The lines to copy from the listing below are those that contain the string "Write".
Data supplied below:
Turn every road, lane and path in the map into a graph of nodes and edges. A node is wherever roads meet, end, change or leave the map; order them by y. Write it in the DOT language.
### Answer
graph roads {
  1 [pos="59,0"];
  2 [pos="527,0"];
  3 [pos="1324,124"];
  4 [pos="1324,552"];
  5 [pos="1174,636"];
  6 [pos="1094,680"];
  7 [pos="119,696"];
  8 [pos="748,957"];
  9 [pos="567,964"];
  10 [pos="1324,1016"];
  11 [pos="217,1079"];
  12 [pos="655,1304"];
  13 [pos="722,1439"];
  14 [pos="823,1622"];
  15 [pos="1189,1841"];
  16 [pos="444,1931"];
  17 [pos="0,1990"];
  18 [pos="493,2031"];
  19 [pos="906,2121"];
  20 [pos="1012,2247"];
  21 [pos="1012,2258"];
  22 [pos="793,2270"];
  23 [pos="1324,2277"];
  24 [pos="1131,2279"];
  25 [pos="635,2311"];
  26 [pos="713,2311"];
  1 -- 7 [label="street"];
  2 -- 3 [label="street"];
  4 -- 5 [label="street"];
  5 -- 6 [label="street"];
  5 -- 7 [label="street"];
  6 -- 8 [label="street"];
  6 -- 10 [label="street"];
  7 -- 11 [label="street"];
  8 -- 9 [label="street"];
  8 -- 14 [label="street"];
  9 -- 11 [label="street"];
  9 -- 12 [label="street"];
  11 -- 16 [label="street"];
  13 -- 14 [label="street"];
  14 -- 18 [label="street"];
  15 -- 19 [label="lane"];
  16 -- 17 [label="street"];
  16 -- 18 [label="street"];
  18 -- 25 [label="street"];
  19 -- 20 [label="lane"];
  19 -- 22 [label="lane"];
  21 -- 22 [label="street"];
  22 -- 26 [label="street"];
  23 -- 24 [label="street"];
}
End of Data supplied.
Data supplied below:
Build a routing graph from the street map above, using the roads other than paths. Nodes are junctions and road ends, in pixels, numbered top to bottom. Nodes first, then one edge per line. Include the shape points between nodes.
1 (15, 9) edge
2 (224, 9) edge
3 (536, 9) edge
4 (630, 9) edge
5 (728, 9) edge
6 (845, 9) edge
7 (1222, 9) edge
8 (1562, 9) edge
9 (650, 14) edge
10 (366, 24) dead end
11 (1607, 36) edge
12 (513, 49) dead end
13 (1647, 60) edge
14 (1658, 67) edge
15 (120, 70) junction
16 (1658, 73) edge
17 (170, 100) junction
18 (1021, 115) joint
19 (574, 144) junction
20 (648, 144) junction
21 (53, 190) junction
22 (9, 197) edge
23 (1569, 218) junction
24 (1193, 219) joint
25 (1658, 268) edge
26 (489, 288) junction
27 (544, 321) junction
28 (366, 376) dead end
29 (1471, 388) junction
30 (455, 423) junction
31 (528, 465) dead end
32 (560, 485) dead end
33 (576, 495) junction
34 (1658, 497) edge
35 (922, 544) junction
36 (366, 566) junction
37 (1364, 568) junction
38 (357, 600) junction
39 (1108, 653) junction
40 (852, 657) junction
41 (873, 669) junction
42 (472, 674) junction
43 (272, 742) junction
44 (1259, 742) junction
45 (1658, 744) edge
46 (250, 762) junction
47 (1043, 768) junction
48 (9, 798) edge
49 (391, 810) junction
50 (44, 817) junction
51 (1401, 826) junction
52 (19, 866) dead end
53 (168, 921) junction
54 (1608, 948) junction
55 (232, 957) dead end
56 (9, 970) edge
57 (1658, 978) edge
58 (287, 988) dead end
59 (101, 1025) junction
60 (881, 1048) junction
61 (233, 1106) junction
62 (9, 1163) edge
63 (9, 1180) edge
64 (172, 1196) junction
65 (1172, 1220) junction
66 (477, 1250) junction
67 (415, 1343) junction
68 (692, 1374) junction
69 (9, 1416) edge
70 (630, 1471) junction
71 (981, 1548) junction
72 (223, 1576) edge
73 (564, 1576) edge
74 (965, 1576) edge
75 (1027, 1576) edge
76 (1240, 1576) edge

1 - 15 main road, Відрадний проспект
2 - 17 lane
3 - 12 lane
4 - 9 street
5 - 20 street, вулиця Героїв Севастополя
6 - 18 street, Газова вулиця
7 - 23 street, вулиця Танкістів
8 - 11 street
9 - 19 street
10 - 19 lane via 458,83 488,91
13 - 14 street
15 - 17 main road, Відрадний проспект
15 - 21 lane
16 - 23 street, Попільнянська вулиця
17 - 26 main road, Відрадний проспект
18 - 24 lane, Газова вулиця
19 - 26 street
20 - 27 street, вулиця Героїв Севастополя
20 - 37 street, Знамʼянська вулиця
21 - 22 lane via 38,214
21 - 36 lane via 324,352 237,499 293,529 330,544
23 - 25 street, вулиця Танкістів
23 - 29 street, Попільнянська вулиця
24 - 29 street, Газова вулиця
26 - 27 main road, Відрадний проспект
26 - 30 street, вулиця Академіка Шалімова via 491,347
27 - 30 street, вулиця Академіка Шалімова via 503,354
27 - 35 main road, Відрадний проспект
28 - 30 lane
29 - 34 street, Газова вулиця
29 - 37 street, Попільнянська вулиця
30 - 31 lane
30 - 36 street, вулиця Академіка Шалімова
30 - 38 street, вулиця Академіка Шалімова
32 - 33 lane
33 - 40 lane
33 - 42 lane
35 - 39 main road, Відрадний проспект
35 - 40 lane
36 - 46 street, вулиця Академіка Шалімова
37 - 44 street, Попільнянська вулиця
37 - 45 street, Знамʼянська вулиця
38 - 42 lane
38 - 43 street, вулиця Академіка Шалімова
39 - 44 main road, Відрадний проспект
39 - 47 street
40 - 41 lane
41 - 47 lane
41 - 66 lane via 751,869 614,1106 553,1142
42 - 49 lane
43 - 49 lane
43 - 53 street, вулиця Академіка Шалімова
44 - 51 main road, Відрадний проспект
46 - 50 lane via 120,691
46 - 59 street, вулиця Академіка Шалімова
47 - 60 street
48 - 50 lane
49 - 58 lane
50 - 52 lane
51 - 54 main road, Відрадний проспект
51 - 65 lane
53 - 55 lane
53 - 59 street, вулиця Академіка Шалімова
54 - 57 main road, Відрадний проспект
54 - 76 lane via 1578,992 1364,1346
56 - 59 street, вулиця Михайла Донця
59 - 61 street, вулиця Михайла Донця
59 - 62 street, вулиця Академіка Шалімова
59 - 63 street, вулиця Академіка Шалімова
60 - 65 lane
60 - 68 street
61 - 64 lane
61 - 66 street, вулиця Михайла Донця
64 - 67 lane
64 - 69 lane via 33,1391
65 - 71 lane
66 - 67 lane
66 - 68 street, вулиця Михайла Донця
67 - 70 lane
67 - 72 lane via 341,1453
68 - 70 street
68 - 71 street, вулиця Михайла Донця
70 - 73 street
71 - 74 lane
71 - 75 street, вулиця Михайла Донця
End of Data supplied.
Data supplied below:
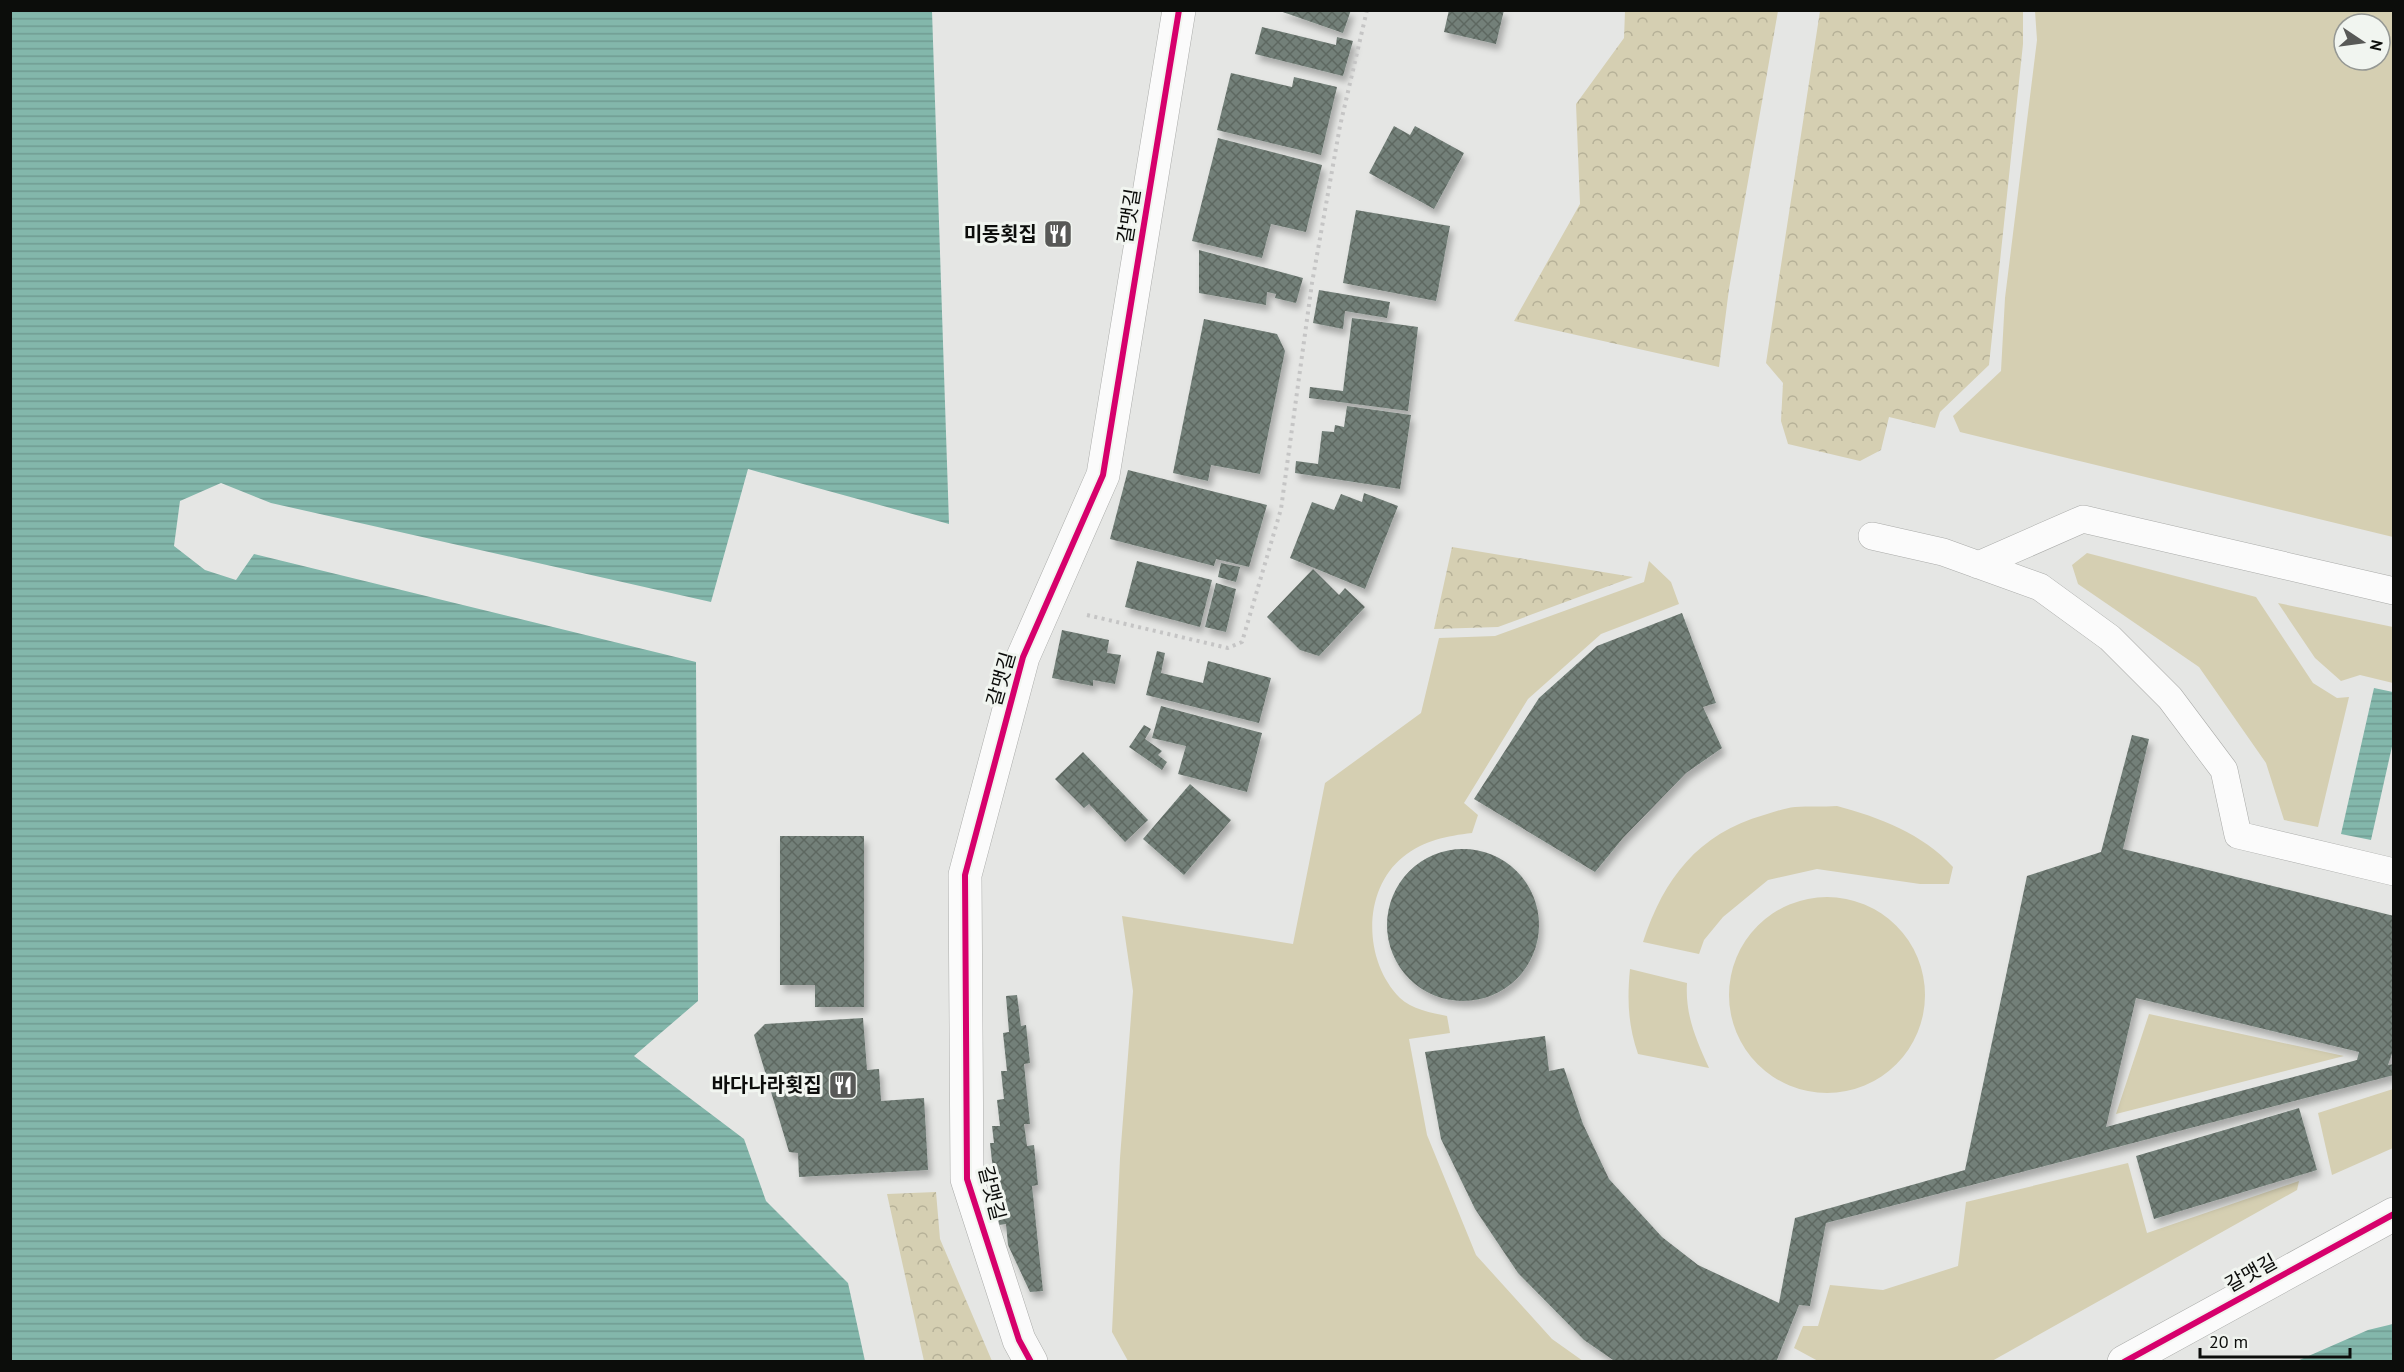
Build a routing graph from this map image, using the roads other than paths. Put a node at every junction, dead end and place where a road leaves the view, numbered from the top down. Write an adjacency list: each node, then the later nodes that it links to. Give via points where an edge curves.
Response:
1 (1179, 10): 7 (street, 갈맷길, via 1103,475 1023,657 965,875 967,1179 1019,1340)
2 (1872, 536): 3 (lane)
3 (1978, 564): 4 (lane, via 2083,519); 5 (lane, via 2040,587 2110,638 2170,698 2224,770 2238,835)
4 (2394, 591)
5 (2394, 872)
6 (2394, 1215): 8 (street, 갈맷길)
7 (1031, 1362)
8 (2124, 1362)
End of Data supplied.
Problem solution -
Turn every road, lane and path in the map into a graph of nodes and edges. A node is wherever roads meet, end, change or leave the map; order them by y. Write it in the DOT language.
Build a routing graph from this map image, using the roads other than paths. Put a node at every junction, dead end and place where a road leaves the view, numbered from the top down. Write an adjacency list: each node, then the later nodes that it links to. Give via points where an edge curves.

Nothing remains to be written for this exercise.